Exercise requirements
What you return must match the records word for word, except that images are dropped.

Data for this exercise
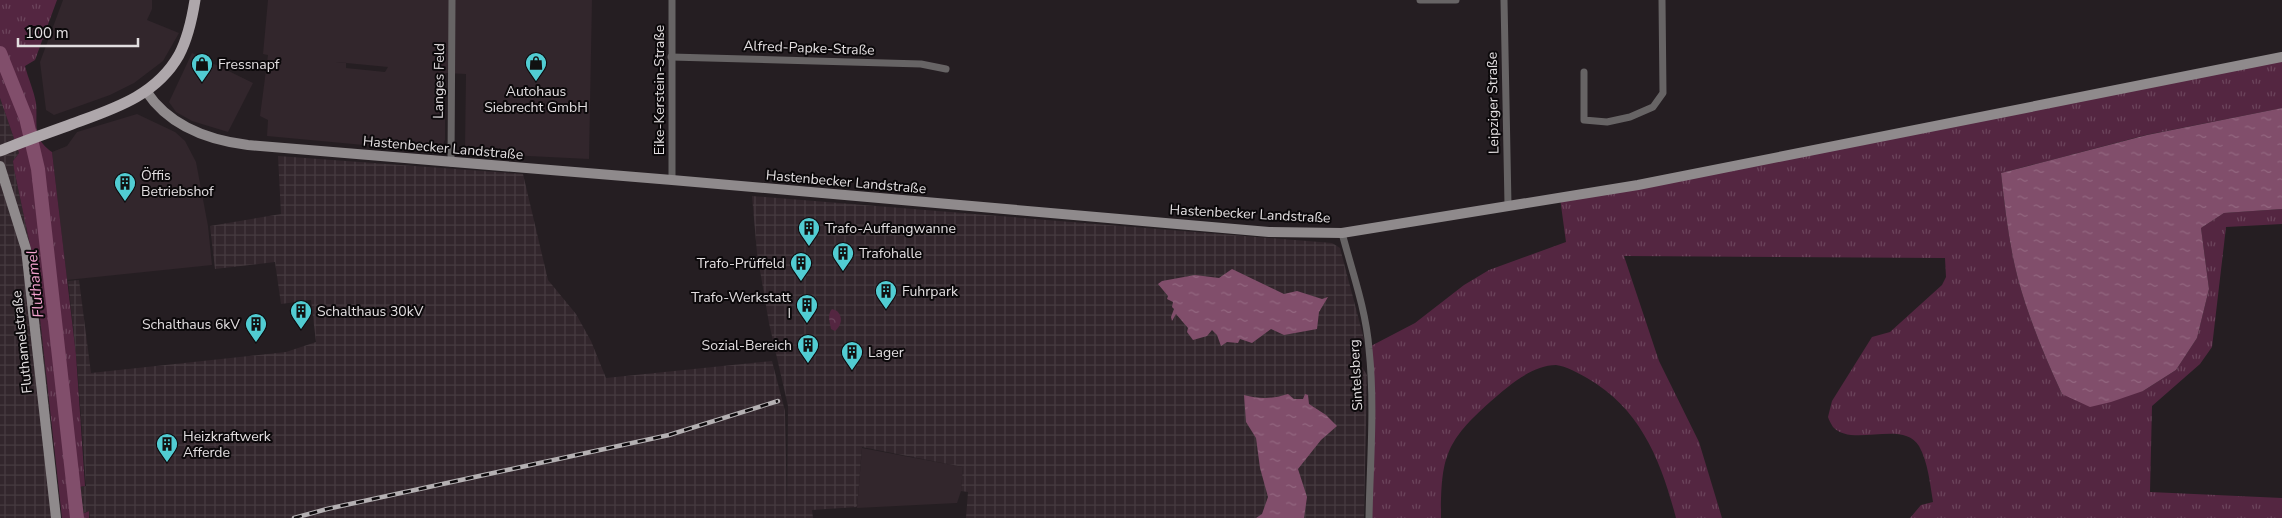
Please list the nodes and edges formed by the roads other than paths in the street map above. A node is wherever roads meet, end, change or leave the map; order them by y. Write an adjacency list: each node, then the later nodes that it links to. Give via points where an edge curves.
1 (195, 0): 12 (main road, via 179,55 169,70)
2 (452, 0): 14 (street, Langes Feld)
3 (672, 0): 8 (street, Eike-Kerstein-Straße)
4 (1420, 0): 5 (street)
5 (1456, 0)
6 (1504, 0): 17 (street, Leipziger Straße)
7 (1662, 0): 11 (street, via 1663,93 1653,107 1608,122 1584,120)
8 (671, 57): 10 (street, Alfred-Papke-Straße, via 920,64); 16 (street, Eike-Kerstein-Straße)
9 (2282, 57): 17 (main road, Hastenbecker Landstraße, via 1716,170)
10 (946, 69)
11 (1584, 72)
12 (146, 91): 13 (main road, via 129,102); 14 (main road, Hastenbecker Landstraße, via 170,118 201,134 234,144)
13 (0, 150)
14 (451, 163): 16 (main road, Hastenbecker Landstraße)
15 (0, 166): 19 (main road, Fluthamelstraße, via 26,249)
16 (672, 180): 18 (main road, Hastenbecker Landstraße, via 1268,232)
17 (1508, 205): 18 (main road, Hastenbecker Landstraße)
18 (1342, 233): 20 (street, Sintelsberg, via 1369,347 1372,379)
19 (56, 518)
20 (1369, 518)

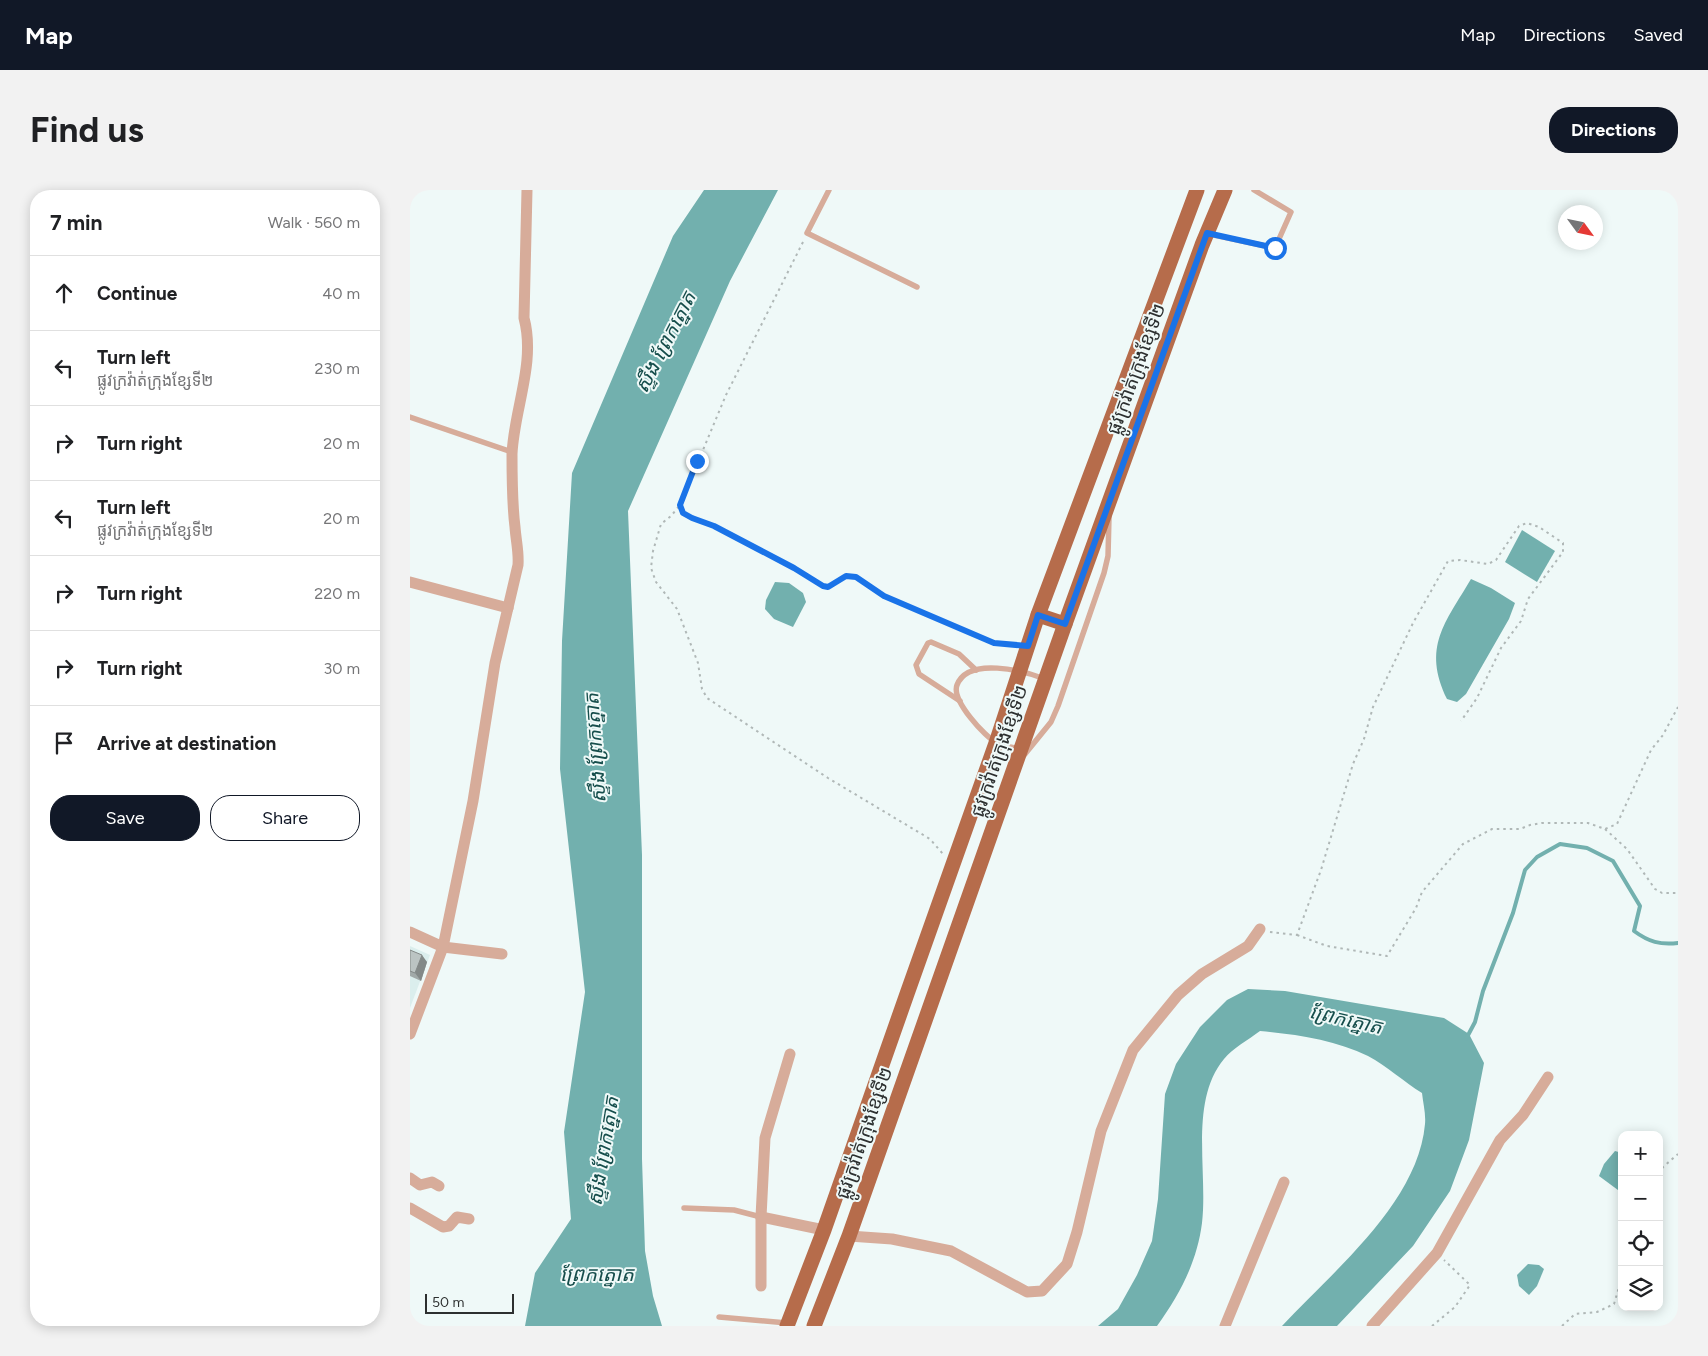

Response to this exercise
Please list the nodes and edges formed by the roads other than paths in the street map above. A node is wherever roads meet, end, change or leave the map; order them by y. Write an adjacency list: each node, then the later nodes that it links to. Give via points where an edge curves.
1 (195, 0): 12 (main road, via 179,55 169,70)
2 (452, 0): 14 (street, Langes Feld)
3 (672, 0): 8 (street, Eike-Kerstein-Straße)
4 (1420, 0): 5 (street)
5 (1456, 0)
6 (1504, 0): 17 (street, Leipziger Straße)
7 (1662, 0): 11 (street, via 1663,93 1653,107 1608,122 1584,120)
8 (671, 57): 10 (street, Alfred-Papke-Straße, via 920,64); 16 (street, Eike-Kerstein-Straße)
9 (2282, 57): 17 (main road, Hastenbecker Landstraße, via 1716,170)
10 (946, 69)
11 (1584, 72)
12 (146, 91): 13 (main road, via 129,102); 14 (main road, Hastenbecker Landstraße, via 170,118 201,134 234,144)
13 (0, 150)
14 (451, 163): 16 (main road, Hastenbecker Landstraße)
15 (0, 166): 19 (main road, Fluthamelstraße, via 26,249)
16 (672, 180): 18 (main road, Hastenbecker Landstraße, via 1268,232)
17 (1508, 205): 18 (main road, Hastenbecker Landstraße)
18 (1342, 233): 20 (street, Sintelsberg, via 1369,347 1372,379)
19 (56, 518)
20 (1369, 518)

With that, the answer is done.